Task prompt – Read the data below. Every line holding the string "lane" must be copied.

Collected data entries
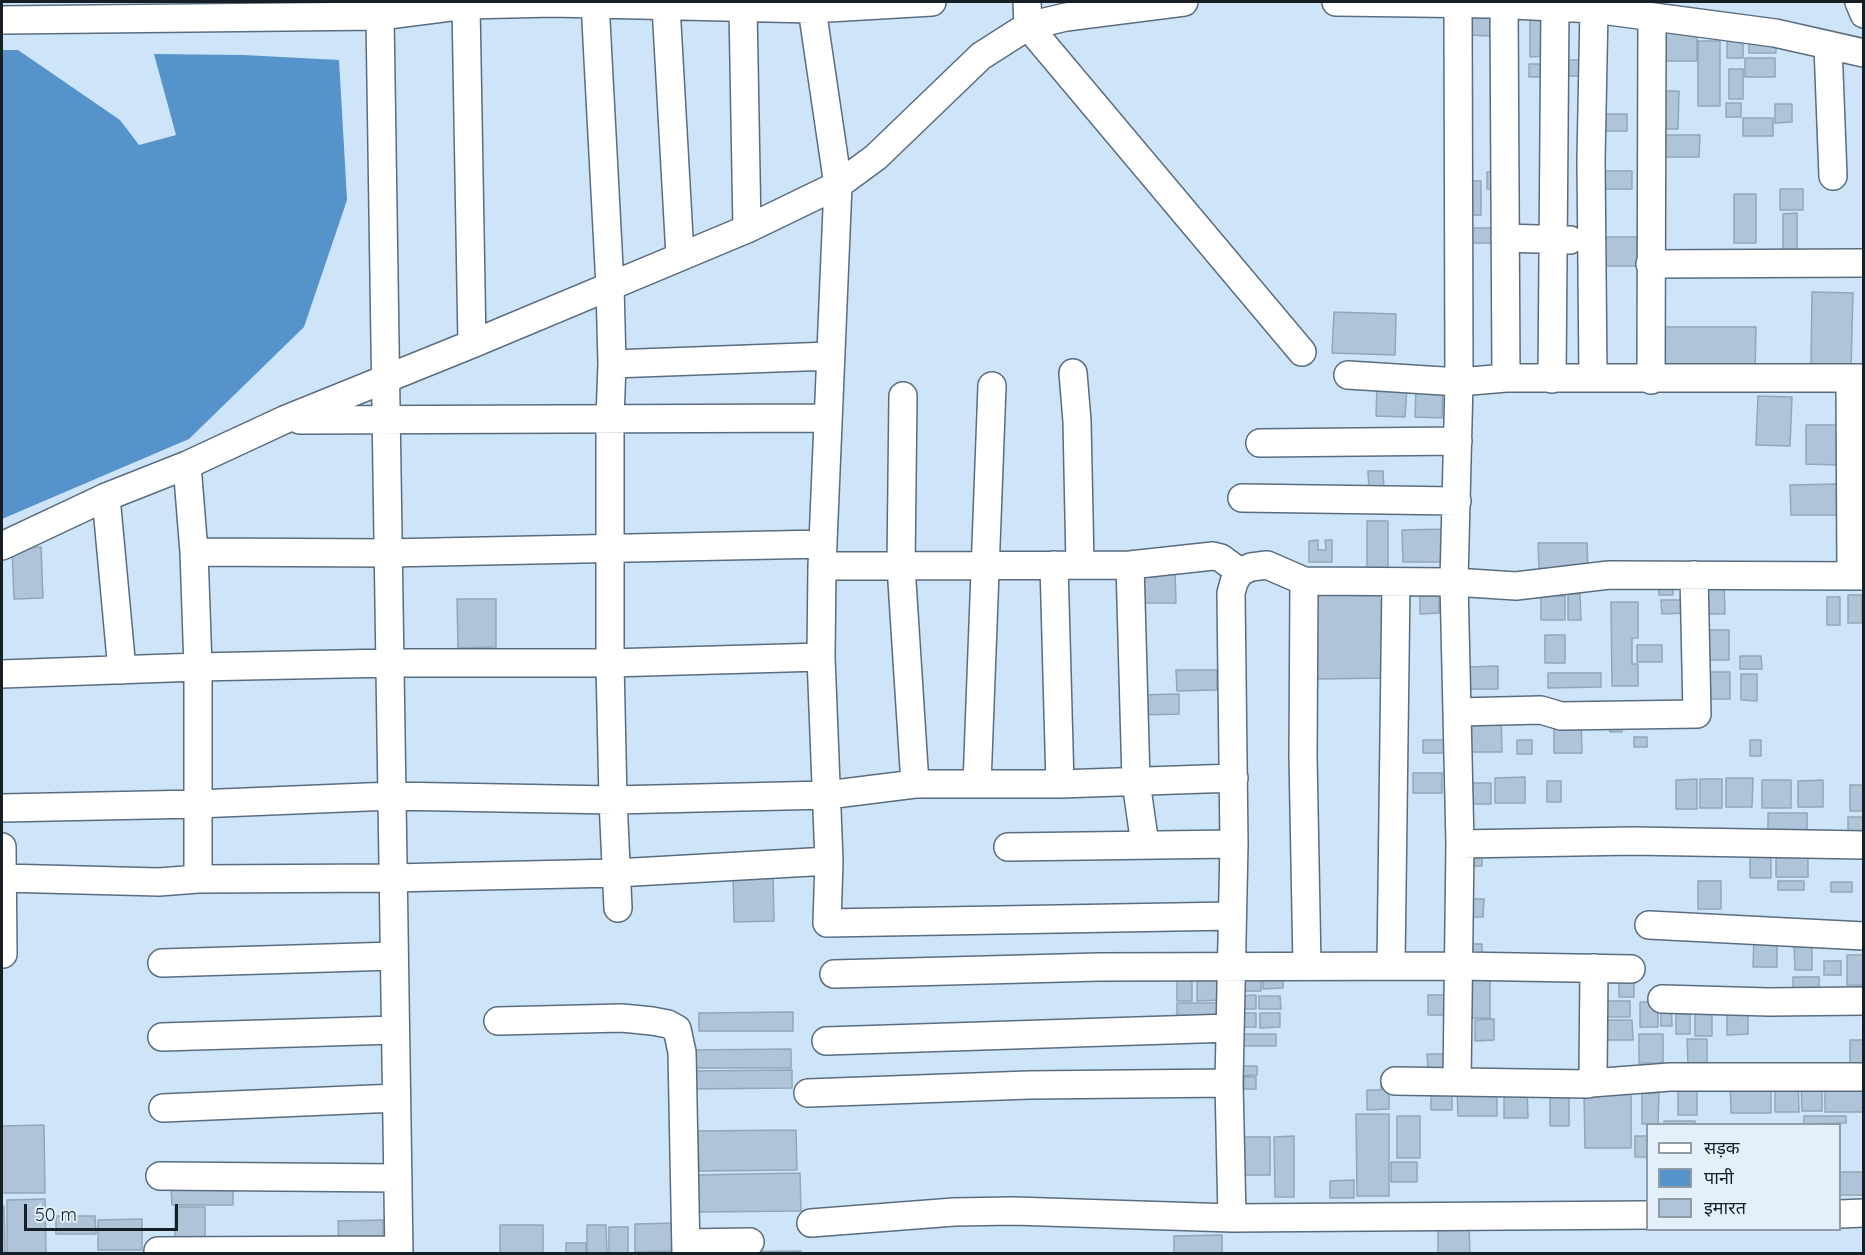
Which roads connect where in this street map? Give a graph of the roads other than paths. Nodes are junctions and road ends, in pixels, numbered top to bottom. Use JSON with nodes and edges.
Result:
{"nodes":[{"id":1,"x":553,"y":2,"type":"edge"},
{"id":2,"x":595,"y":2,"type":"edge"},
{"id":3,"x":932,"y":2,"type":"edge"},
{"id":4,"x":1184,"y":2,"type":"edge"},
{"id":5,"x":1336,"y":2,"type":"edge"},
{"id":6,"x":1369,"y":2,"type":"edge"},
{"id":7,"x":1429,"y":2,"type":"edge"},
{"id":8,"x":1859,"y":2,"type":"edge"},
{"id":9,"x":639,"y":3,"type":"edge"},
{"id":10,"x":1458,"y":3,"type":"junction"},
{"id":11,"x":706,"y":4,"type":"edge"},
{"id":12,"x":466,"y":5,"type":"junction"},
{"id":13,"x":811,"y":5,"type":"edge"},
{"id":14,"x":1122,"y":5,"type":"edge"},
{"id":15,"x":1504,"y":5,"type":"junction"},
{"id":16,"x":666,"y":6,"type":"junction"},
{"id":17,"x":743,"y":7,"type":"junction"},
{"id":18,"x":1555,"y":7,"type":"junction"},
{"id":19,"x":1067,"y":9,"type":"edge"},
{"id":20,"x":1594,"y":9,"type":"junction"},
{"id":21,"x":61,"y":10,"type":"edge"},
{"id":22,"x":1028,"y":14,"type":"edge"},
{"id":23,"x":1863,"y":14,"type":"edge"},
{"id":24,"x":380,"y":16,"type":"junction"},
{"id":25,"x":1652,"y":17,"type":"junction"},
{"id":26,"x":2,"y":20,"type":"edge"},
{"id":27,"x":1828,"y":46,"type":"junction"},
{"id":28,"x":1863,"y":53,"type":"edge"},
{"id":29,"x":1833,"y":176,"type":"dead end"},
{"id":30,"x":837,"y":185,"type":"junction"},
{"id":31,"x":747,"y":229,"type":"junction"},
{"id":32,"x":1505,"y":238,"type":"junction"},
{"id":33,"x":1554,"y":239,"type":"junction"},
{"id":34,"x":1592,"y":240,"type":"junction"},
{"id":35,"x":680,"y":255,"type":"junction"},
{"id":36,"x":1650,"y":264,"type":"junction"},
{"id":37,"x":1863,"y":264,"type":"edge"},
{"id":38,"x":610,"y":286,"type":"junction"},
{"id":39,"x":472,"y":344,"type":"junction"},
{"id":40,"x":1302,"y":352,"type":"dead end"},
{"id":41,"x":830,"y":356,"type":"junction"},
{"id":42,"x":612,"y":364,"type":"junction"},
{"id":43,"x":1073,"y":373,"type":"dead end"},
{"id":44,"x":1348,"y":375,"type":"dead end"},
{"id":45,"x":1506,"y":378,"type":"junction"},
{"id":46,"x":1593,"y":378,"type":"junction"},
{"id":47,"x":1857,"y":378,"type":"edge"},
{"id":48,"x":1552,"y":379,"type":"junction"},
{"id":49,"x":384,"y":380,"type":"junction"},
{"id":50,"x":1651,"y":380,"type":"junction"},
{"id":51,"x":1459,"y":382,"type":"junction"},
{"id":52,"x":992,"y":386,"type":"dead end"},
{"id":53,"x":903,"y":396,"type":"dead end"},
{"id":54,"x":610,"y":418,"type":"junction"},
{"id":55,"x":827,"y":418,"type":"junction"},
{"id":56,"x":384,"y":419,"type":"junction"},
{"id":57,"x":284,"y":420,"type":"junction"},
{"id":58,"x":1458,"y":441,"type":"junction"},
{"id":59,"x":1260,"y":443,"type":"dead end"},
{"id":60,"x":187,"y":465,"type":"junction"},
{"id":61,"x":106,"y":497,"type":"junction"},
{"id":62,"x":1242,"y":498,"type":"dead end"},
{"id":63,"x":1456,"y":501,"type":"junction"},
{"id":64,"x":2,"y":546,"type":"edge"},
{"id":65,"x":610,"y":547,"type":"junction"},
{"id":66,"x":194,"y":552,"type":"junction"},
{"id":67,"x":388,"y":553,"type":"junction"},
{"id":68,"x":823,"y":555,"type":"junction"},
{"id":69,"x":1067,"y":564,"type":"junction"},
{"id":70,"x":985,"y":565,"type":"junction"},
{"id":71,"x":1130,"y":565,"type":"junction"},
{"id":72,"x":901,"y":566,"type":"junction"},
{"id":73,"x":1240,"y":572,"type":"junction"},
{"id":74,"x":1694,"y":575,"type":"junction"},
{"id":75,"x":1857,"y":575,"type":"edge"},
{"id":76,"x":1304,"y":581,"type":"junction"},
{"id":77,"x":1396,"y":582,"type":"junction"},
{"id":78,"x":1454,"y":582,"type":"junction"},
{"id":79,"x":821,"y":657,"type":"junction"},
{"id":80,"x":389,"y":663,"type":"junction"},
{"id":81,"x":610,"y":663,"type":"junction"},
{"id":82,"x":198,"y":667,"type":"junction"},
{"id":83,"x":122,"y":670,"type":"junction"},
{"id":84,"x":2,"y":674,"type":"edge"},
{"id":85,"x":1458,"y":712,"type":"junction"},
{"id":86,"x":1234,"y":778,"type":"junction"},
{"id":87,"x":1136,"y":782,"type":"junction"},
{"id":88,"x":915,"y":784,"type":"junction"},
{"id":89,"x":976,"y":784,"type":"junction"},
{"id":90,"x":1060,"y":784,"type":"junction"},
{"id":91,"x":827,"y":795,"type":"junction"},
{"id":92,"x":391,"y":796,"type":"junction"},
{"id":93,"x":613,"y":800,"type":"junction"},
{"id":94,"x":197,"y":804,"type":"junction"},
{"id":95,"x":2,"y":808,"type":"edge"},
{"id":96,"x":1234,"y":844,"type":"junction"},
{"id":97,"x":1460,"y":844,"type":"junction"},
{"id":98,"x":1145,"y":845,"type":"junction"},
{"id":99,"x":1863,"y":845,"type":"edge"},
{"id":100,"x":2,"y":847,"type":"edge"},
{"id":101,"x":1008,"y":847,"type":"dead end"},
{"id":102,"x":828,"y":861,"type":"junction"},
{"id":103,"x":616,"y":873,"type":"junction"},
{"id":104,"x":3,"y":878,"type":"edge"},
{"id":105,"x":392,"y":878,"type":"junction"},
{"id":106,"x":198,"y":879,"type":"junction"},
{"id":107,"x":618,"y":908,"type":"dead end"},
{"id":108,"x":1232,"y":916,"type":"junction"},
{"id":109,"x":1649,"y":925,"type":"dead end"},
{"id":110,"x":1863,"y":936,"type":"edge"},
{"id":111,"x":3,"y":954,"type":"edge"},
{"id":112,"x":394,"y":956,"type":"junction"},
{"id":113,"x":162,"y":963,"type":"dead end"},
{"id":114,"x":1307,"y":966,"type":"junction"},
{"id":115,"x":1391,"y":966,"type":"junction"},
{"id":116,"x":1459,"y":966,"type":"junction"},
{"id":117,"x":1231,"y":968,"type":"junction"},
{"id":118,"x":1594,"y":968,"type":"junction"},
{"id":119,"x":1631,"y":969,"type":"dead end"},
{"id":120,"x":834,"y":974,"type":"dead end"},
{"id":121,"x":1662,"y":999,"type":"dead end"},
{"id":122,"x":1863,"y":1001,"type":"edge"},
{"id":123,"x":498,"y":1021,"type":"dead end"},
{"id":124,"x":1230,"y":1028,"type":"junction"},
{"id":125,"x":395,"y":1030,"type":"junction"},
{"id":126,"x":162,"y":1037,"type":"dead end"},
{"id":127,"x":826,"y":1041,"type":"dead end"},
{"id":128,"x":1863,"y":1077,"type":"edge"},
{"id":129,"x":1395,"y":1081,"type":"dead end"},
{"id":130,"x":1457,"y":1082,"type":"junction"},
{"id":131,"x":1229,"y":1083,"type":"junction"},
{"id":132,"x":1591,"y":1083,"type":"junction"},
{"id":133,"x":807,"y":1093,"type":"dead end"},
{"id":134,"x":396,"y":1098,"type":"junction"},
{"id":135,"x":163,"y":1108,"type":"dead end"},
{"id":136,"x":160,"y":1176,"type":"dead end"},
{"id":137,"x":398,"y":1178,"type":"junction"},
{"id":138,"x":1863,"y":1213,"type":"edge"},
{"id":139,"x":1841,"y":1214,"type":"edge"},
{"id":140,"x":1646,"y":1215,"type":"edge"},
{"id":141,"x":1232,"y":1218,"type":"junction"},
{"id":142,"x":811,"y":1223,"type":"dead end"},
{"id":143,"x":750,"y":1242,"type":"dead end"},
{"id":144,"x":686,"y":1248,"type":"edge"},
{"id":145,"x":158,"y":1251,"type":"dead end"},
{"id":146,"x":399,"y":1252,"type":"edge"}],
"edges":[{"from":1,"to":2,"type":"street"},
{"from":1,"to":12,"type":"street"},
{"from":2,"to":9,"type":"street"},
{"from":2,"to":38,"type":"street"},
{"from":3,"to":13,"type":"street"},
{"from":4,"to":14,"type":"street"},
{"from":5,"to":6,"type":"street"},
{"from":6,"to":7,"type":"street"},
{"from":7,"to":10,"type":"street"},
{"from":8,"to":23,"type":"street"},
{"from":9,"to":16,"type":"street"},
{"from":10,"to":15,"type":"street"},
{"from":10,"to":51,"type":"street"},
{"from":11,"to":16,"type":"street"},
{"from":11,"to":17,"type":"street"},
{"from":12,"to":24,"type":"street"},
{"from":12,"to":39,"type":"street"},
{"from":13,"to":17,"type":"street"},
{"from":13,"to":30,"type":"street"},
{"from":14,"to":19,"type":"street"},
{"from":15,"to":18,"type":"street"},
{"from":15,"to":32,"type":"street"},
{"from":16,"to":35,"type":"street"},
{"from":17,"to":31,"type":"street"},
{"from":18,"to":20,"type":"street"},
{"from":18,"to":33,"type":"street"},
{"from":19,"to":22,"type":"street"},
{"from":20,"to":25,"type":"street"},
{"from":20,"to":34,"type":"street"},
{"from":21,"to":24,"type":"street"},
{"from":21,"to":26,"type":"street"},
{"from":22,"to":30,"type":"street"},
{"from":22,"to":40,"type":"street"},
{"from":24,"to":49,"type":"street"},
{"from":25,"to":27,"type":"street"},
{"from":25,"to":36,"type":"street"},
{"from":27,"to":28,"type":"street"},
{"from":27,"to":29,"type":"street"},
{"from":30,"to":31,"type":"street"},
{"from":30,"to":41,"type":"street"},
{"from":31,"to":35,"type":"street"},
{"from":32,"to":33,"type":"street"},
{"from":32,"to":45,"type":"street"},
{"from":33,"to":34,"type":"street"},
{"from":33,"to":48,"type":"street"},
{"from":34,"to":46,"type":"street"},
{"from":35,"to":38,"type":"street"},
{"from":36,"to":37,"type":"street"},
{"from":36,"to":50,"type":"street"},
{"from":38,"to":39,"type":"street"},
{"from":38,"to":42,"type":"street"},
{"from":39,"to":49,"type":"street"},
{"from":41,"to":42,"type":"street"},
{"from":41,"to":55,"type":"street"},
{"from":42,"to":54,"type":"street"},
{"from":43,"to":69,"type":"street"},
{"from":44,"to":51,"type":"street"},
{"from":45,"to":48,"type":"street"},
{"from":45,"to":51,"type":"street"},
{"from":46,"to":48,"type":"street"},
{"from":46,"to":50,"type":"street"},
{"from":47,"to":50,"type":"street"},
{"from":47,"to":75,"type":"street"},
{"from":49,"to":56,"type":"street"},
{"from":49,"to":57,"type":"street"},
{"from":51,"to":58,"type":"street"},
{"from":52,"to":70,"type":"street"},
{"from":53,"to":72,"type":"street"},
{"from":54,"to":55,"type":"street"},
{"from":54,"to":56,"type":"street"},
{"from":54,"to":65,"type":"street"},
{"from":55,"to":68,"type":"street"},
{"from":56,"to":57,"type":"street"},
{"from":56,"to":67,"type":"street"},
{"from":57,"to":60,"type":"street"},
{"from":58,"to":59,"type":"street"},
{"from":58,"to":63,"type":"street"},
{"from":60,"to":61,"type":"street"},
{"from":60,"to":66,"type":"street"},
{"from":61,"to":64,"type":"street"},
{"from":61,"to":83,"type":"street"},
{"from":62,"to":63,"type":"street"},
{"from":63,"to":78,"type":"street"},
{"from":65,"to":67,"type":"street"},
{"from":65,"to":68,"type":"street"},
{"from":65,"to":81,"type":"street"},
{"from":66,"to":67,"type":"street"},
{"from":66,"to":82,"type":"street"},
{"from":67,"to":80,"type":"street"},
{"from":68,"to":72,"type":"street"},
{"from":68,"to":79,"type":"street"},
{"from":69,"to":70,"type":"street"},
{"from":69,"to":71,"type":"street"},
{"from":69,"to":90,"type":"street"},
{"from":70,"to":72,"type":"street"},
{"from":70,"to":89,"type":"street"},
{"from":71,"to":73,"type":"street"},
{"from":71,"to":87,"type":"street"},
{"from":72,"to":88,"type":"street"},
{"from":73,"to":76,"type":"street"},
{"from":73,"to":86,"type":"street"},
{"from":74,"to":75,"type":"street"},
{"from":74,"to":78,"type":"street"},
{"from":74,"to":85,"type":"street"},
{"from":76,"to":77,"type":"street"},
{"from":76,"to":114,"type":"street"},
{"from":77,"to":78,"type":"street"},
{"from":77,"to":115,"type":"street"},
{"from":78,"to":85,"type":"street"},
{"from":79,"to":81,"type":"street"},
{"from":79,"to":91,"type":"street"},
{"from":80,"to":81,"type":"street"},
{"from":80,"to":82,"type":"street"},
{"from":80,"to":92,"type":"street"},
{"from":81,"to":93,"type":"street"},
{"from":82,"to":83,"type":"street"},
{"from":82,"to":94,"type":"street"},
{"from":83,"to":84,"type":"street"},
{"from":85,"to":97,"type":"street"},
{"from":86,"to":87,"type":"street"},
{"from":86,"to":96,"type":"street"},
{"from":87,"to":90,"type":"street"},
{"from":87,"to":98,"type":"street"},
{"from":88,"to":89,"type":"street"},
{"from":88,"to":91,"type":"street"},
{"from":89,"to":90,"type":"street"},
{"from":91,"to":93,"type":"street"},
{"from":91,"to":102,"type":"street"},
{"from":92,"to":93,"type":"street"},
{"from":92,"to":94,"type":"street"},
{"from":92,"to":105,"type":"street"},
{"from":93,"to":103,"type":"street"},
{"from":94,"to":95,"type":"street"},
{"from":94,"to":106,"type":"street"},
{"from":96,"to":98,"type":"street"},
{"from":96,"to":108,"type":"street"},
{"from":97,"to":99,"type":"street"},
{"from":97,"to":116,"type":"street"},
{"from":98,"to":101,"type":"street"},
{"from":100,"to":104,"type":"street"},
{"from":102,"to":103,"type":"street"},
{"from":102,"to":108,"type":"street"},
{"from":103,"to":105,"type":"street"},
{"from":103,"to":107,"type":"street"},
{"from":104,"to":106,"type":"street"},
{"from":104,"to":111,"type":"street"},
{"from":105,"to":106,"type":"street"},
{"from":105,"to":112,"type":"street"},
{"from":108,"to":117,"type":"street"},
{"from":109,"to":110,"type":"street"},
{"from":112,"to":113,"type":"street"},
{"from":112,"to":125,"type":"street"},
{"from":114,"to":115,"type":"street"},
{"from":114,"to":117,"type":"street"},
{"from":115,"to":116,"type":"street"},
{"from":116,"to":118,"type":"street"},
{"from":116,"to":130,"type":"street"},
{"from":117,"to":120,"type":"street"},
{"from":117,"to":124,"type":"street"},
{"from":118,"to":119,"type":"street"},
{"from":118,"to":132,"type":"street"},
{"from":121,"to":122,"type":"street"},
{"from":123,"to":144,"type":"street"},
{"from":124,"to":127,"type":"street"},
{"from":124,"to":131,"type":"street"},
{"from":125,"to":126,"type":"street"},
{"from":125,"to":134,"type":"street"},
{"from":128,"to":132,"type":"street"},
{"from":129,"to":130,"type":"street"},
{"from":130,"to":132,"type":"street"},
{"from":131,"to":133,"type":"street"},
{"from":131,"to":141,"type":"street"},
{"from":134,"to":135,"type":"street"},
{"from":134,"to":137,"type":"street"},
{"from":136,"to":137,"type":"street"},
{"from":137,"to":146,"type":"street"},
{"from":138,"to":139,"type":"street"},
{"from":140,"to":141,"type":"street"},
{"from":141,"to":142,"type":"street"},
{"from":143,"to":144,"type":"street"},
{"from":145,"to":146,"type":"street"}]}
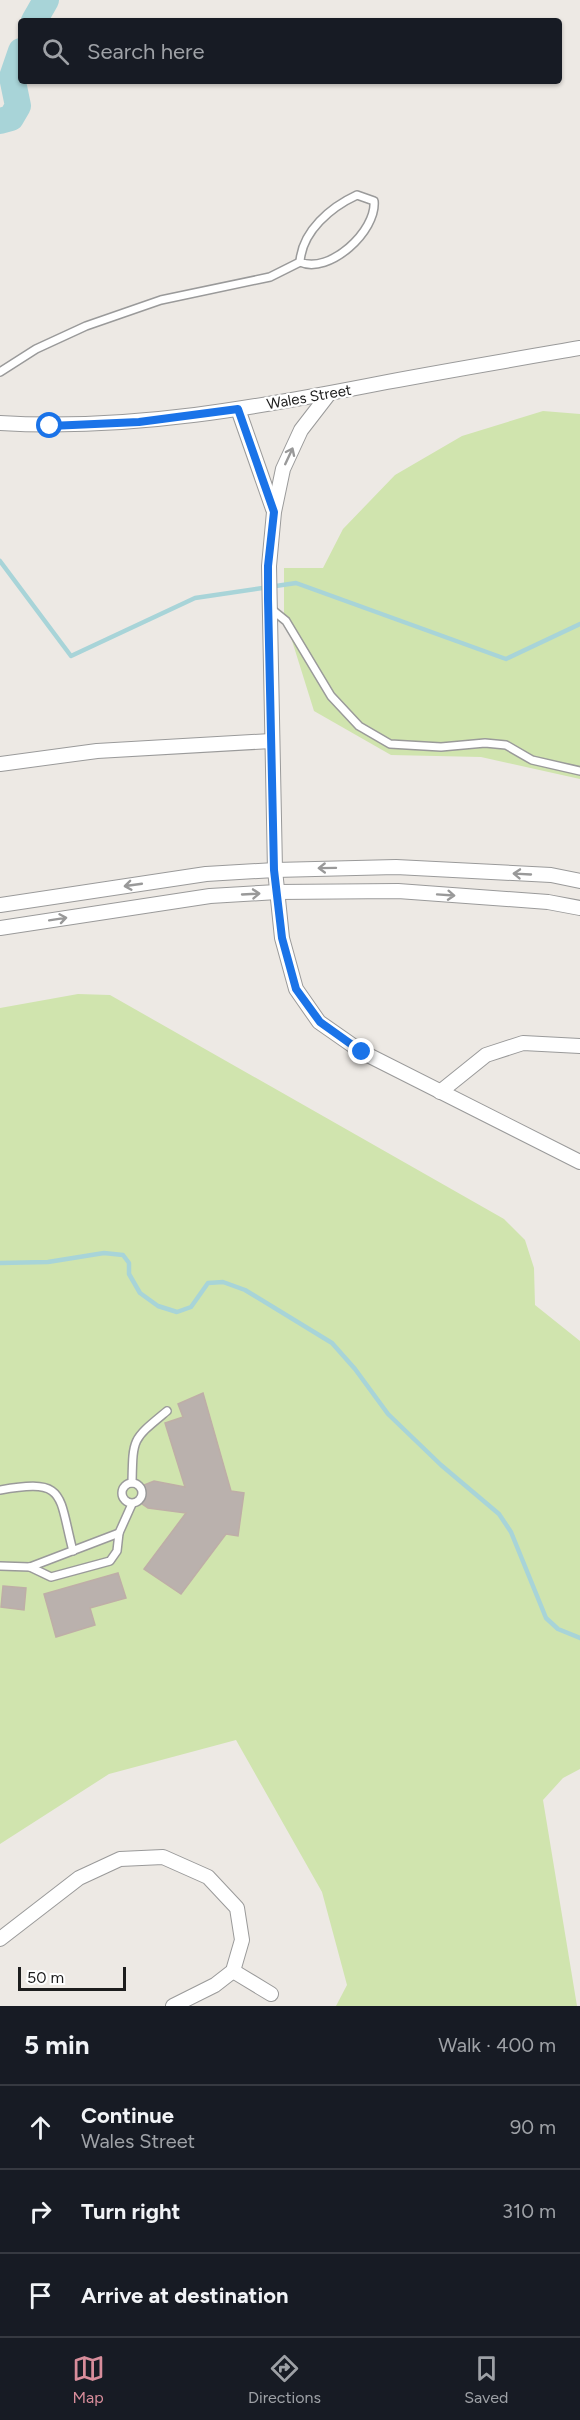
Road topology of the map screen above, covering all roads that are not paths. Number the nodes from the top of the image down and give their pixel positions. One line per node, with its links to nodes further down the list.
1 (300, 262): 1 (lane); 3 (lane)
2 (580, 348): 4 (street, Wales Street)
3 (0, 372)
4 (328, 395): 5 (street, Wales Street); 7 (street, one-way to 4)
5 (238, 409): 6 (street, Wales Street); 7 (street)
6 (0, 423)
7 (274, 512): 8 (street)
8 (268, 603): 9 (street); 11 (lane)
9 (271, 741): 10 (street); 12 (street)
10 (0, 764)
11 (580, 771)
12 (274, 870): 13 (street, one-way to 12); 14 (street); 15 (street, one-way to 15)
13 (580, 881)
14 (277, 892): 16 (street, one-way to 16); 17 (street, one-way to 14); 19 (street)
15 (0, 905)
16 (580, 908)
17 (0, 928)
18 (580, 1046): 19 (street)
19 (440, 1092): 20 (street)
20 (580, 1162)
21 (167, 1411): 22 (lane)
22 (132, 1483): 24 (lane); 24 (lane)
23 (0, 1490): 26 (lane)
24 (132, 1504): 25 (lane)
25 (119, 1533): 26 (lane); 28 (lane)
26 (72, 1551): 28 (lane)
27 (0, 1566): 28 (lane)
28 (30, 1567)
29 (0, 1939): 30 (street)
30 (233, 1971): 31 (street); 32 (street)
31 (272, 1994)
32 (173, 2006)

Answer section –
1 (300, 262): 1 (lane); 3 (lane)
8 (268, 603): 9 (street); 11 (lane)
21 (167, 1411): 22 (lane)
22 (132, 1483): 24 (lane); 24 (lane)
23 (0, 1490): 26 (lane)
24 (132, 1504): 25 (lane)
25 (119, 1533): 26 (lane); 28 (lane)
26 (72, 1551): 28 (lane)
27 (0, 1566): 28 (lane)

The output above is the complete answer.